Not that hard to give a shot brah. Probably takes a couple of minutes to get it. Bagging someone in respiratory arrest is harder than sticking them with a subcutaneous needle.
You have to run blood first and make sure the infant is good to go. Not to mention being born in the first place. Shit ass christ man.
 
You have to run blood first and make sure the infant is good to go. Not to mention being born in the first place. Shit ass christ man.

You got me. You'll need a lab tech too. Point conceded.
 
You seem to be using an extremely narrow definition of "needs", in which only things required to prevent imminent death qualify. So by your definition clothing and shelter would only be needs for people in cold climates. I don't share such a narrow definition.


I consider treatment of medical conditions that chronically diminish people's quality of life, while not posing a threat of imminent death, as being needs.

Oh, “you consider” these things to be needs, eh? How big of you to decide that for millions of people who absolutely do not consider them to be needs!
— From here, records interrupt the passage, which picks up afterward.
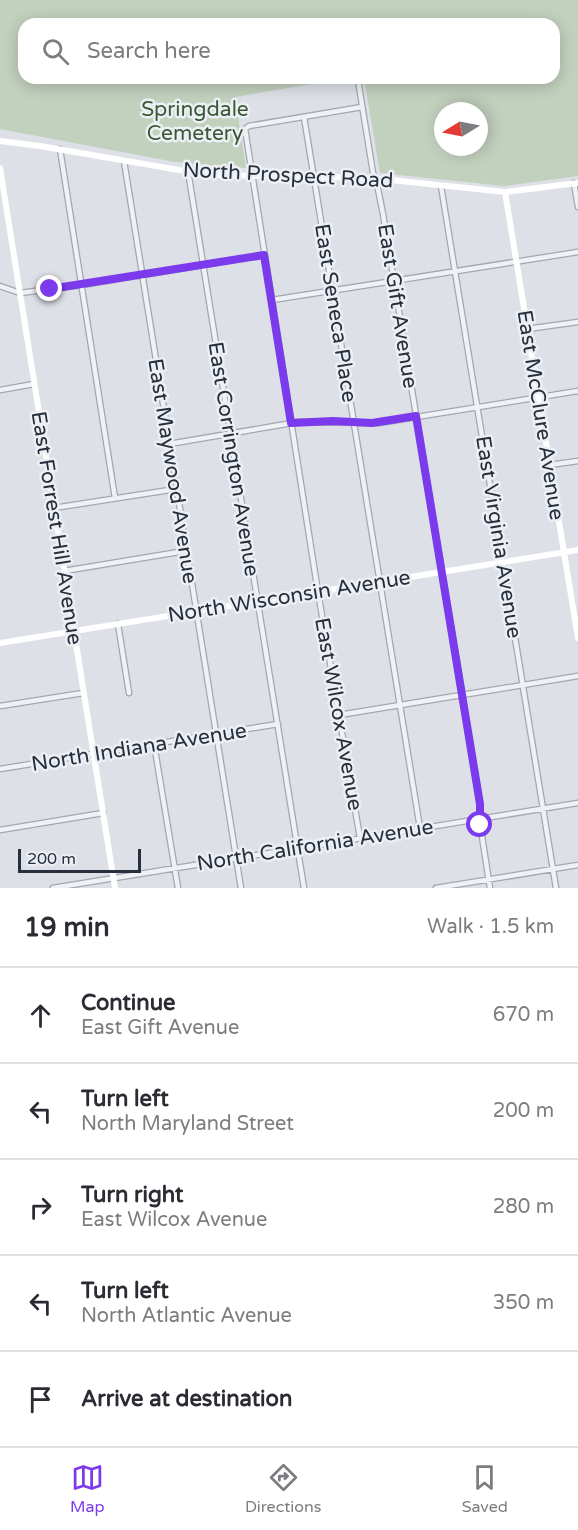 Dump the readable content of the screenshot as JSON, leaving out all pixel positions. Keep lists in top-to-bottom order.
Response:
{
  "streets": {
    "main road": [
      "North Prospect Road",
      "East McClure Avenue",
      "East Forrest Hill Avenue",
      "North Wisconsin Avenue"
    ],
    "street": [
      "East Gift Avenue",
      "East Seneca Place",
      "East Corrington Avenue",
      "East Maywood Avenue",
      "East Virginia Avenue",
      "East Wilcox Avenue",
      "North Indiana Avenue",
      "North California Avenue"
    ]
  },
  "crossings": [
    ["North Prospect Road", "East Gift Avenue"],
    ["North Prospect Road", "East Seneca Place"],
    ["North Prospect Road", "East McClure Avenue"],
    ["North Prospect Road", "East Corrington Avenue"],
    ["North Prospect Road", "East Maywood Avenue"],
    ["North Prospect Road", "East Virginia Avenue"],
    ["North Prospect Road", "East Wilcox Avenue"],
    ["East Gift Avenue", "North Wisconsin Avenue"],
    ["East Gift Avenue", "North California Avenue"],
    ["East Seneca Place", "North Wisconsin Avenue"],
    ["East Seneca Place", "East Wilcox Avenue"],
    ["East Seneca Place", "North California Avenue"],
    ["East McClure Avenue", "North Wisconsin Avenue"],
    ["East Corrington Avenue", "North Wisconsin Avenue"],
    ["East Corrington Avenue", "North Indiana Avenue"],
    ["East Corrington Avenue", "North California Avenue"],
    ["East Maywood Avenue", "North Wisconsin Avenue"],
    ["East Maywood Avenue", "North Indiana Avenue"],
    ["East Maywood Avenue", "North California Avenue"],
    ["East Forrest Hill Avenue", "North Wisconsin Avenue"],
    ["East Forrest Hill Avenue", "North Indiana Avenue"],
    ["East Forrest Hill Avenue", "North California Avenue"],
    ["East Virginia Avenue", "North Wisconsin Avenue"],
    ["East Virginia Avenue", "North California Avenue"],
    ["North Wisconsin Avenue", "East Wilcox Avenue"],
    ["East Wilcox Avenue", "North California Avenue"]
  ],
  "parks": ["Springdale Cemetery"],
  "scale_bar": "200 m",
  "north": "left",
  "page": {
    "search": "Search here",
    "scale": "200 m",
    "heading": ["19 min", "Walk · 1.5 km"],
    "list": [
      ["Continue", "East Gift Avenue", "670 m"],
      ["Turn left", "North Maryland Street", "200 m"],
      ["Turn right", "East Wilcox Avenue", "280 m"],
      ["Turn left", "North Atlantic Avenue", "350 m"],
      "Arrive at destination"
    ],
    "nav": ["Map", "Directions", "Saved"]
  }
} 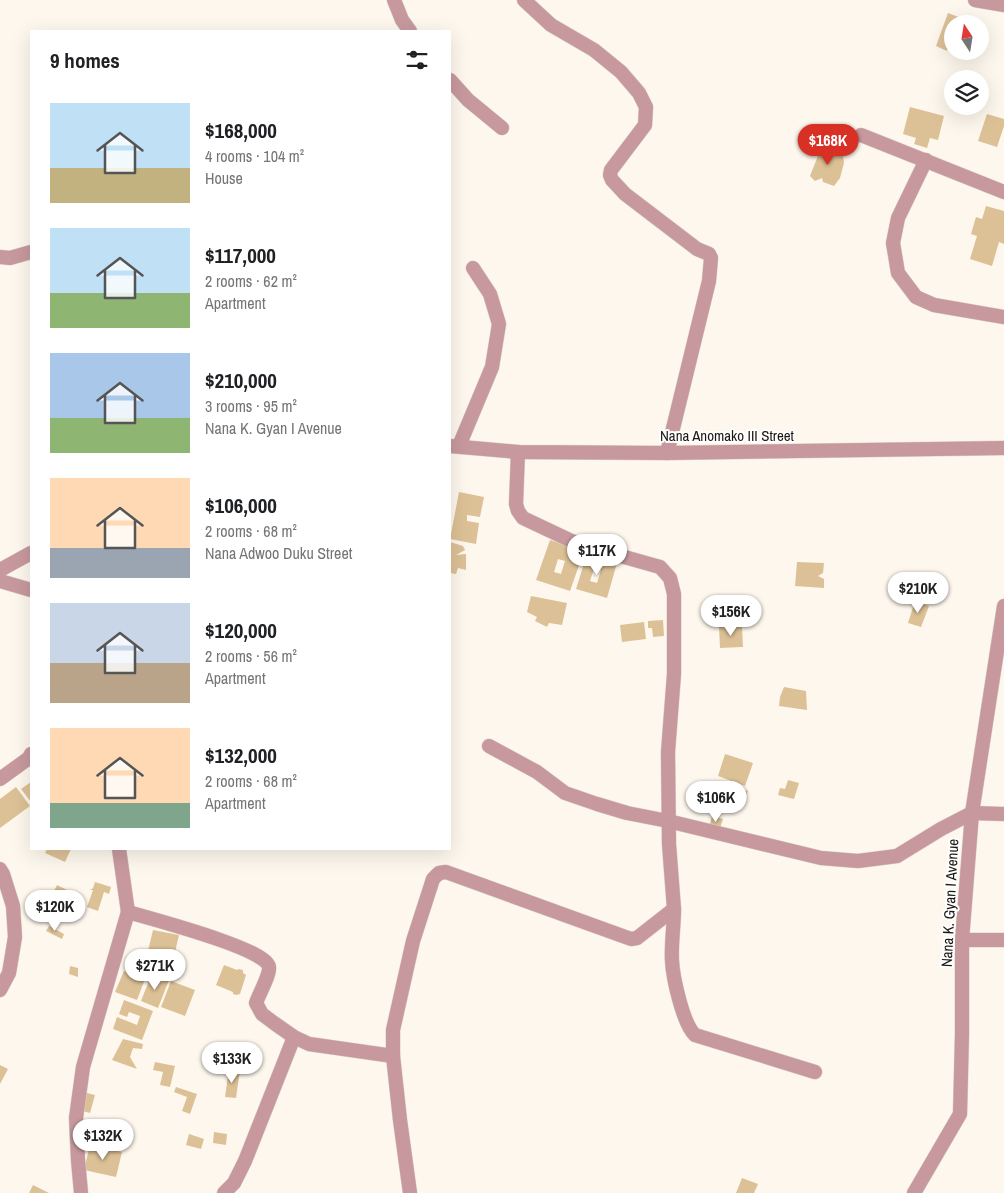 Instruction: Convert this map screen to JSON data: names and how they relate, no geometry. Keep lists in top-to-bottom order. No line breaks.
{"streets":{"street":["Nana Anomako III Street","Nana K. Gyan I Avenue"]},"north":"top","page":{"heading":"9 homes","list":[{"name":"$168,000","note":"4 rooms · 104 m² · House"},{"name":"$117,000","note":"2 rooms · 62 m² · Apartment"},{"name":"$210,000","note":"3 rooms · 95 m² · Nana K. Gyan I Avenue"},{"name":"$106,000","note":"2 rooms · 68 m² · Nana Adwoo Duku Street"},{"name":"$120,000","note":"2 rooms · 56 m² · Apartment"},{"name":"$132,000","note":"2 rooms · 68 m² · Apartment"}],"price":["$168K","$117K","$210K","$156K","$106K","$120K","$271K","$133K","$132K"]}}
I wonder how many things I can paint as “needs” and then demand you pay for, if I choose to adopt your type of “my opinion of a need represents a need.” It is a simple fact that millions of people do not consider it a need and, go figure, those people’s lives go on without healthcare in many, many cases. That pretty much makes any notion of “need” you’re running on a sadly weak one, and I have to ask – is a “need” which many people, as a matter of fact, do not need, a need at all?

I can understand that there is a lot of wiggle room here. At the point where there are literally millions of people who do not even want what you’re saying they “need” you’ve gone past the point of wiggle room to trying to commandeer a strong term to make your weaker case look stronger.



Nonsense. The people with expensive healthcare needs can't just opt out of a property rights system that tells them to compete with the healthy majority for goods and services. You advocate forcing them to pay for and comply with a system of obligations and rights that compounds their disadvantage in attaining a good quality of life.


Whether or not everyone ends up taking advantage of healthcare services in a UHC society is irrelevant; I haven't argued for UHC on the basis that 'everyone benefits'.

Since the whole issue I’m tackling with the paragraph you’re answering is one of “stealing choice,” you do realize that you just declaring something irrelevant doesn’t make it so, right? And in all honesty, I’m not even understanding what you’re getting at with the first paragraph there. If you want me to deal with this point, restate it and I will.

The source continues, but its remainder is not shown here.